Modding Sideout's Lan Party config for home use

Advil000

First of all thanks to Sideout for the excellent lan party config. This is just a minor tweak of it for home use.

I'm a total pfSense newbie, but needed to make the leap to Traffic Shaping because at my house family uses 4-5 computers/devices at a time all night, with Netflix running non-stop along with gaming, web surfing and occasional random file downloads and torrents. I just couldn't keep the latency, buffering and packetloss under control on the gaming computers with the mostly broken QoS on my ASUS router, and my ISP (Frontier) is certainly not getting it right when I do nothing.

Thanks to being able to read through Sideout's rules and xml files I was able to read the guides for pfSense traffic shaping and somewhat figure out how that applies to my actual need.

The goal is to have traffic shaping for a busy home network that prioritizes gaming absolute first, streaming second, and everything else third.

My current config is attached for review and in case it helps anyone else.

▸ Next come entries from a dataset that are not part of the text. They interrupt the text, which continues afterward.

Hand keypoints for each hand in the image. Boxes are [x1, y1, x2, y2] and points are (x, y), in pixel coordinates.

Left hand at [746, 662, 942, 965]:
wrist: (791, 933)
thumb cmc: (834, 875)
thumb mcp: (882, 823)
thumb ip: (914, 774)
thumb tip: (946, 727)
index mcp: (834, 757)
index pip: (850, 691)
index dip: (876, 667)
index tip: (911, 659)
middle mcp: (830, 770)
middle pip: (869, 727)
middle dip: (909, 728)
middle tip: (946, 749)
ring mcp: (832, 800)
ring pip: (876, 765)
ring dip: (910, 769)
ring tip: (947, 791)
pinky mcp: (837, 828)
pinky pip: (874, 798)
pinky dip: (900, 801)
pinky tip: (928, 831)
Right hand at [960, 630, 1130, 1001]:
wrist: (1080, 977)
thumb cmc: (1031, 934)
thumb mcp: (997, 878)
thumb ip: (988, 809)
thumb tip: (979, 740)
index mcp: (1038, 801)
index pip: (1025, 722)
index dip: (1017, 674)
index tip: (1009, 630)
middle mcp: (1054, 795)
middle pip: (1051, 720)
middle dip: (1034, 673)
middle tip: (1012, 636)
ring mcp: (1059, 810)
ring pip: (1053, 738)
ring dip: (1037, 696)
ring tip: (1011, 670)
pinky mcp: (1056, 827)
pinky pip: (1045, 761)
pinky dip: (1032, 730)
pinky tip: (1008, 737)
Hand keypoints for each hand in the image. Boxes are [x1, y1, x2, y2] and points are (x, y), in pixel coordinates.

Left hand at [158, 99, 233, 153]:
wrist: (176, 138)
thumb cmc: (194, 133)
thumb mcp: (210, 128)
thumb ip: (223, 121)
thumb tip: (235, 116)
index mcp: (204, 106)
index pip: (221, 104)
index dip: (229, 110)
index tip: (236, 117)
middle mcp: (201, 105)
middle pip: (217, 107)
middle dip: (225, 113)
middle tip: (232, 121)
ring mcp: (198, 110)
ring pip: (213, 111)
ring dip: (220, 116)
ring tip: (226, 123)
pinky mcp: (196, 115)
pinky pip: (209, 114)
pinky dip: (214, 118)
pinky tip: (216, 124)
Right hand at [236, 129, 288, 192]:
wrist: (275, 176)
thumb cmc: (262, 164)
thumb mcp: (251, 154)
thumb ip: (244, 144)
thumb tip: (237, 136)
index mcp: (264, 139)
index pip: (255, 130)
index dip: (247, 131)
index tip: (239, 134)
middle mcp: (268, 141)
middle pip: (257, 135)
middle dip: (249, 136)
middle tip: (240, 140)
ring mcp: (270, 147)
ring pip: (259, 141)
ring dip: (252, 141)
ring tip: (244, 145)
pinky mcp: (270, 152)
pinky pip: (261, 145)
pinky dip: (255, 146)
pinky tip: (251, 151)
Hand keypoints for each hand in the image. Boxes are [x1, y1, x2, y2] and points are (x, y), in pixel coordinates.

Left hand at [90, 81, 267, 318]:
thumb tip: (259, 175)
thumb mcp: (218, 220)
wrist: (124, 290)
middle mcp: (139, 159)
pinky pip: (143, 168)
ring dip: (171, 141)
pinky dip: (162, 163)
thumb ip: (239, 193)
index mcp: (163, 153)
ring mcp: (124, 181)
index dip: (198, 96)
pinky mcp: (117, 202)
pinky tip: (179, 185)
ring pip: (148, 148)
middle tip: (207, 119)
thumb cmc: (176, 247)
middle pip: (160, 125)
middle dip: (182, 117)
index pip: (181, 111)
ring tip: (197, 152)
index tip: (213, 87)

If you see something wrong, or know how to make it better, speak up. That's what this is all about.

Here are the changes made so far:

Skipped using your system xml completely. Not critical for home use or home-sized LAN party use as long as you have a default pfSense install. If I'm wrong and there is something critical I missed in his system xml, let me know.
Removed the limits for TCP file transfers and the block for Torrents.
Set the up and down speeds for my internet connection in the WAN queue and qInternet queue.

// the next steps make the rules more friendly for general home use, letting the connection get closer to full usage for web traffic and downloads but still keeping ACKs and gaming packets the absolute highest priority.

raised the m2 linkshare of qDefault to 10% and m2 upperlimit to 40%.
set the m2 linkshare of qHTTP in both WAN and LAN to 20%.
raised the m2 linkshare of qCatchAll to 25% and m2 upperlimiit to 65%.

I think that was all the changes.

One thing that's been really nice is the ability to watch the Queues in the Status menu in 5 second real time and see the packets per second and bandwidth usage of each queue and check which queues are dropping packets. The queue breakdown that this setup uses lets you get a pretty good realtime picture of what is happing on the network with just a glance.

PS - I may still need to make a specific queue for torrents depending on how that works out long term. I havn't pushed this config with a ton of torrenting yet. It may need more specific control of that.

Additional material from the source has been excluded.